Identification of as A Potential Non-Invasive Breast Cancer Biomarker in Peripheral Blood Mononuclear Cells Using The Systems Biology Approach.

OBJECTIVE

Breast cancer (BC) still remains an imperative clinical issue, despite advances in the diagnosis, prognosis and treatment modalities of this malignancy. Hence, progress has been made to identify non-invasive, high sensitive and specific biomarkers. Since immune system affects development of breast cancer, peripheral blood mononuclear cells (PBMCs) -a subpopulation of immune cells- can be considered as a promising tool in the field of BC biomarker research.

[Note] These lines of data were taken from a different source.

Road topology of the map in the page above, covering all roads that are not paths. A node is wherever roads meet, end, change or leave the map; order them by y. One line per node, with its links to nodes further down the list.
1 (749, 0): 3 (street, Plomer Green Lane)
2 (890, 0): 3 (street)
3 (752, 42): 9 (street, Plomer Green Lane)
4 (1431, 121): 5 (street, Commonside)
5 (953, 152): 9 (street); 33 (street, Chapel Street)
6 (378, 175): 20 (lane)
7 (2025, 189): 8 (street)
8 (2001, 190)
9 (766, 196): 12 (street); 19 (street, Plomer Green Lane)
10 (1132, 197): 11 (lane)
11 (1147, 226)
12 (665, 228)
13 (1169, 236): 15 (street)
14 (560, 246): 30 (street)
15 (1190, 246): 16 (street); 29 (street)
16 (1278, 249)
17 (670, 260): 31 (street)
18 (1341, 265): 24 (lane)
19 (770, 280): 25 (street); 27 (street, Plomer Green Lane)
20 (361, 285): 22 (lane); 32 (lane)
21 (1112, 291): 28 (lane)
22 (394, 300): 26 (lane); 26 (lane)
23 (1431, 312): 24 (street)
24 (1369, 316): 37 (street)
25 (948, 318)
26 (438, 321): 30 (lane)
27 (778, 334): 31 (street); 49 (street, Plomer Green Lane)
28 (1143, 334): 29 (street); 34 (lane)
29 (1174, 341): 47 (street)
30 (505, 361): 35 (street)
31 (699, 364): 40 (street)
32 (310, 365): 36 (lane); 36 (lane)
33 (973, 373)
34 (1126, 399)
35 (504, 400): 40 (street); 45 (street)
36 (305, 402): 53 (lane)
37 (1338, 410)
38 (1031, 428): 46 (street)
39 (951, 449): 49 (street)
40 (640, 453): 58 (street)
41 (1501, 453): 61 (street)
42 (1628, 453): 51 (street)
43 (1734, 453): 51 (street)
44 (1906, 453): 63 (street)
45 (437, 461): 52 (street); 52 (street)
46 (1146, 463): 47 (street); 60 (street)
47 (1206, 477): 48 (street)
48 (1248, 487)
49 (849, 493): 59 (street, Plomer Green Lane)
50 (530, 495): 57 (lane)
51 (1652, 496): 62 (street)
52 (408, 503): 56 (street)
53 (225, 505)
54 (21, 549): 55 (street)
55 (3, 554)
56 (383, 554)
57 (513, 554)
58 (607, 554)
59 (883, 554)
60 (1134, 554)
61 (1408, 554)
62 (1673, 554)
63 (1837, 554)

In the current study, we initially attempted to use concept of the present shared biomarkers in solid tumors and systemic immune profile and then evaluate correlation of these biomarkers to clinical use in cancer research.

MATERIALS AND METHODS

In this experimental study, available microarray gene expression datasets of BC as well as the related PBMCs were retrieved and downloaded from the Gene Expression Omnibus (GEO) database, followed by analysis using GEO2R along with affylmGUI, a R-based package, to obtain differentially expressed genes (DEGs). Signature genes from 20 types of cancer were also applied to validate DEGs. Quantitative reverse-transcription polymerase chain reaction (qRT-PCR) was carried out to assess mRNA level of CCNB2 in PBMC of the BC patients and healthy subjects.

RESULTS

DEGs analysis for the transcription profile of BC cells and PBMCs showed two shared targets, CCNB2 and PGK1. Validation with systems biology using reweighted 20 types of cancer signature genes revealed that CCNB2 is the only common target in BC and its related PBMCs, which was further validated by qRT-PCR implying a significant increase in the level of CCNB2 in the BC patients.

CONCLUSION

Results of this study demonstrated that PBMCs are affected by BC cells and CCNB2 may be of value as a diagnostic biomarker for breast cancer. However, verification would require future detailed experimental plans.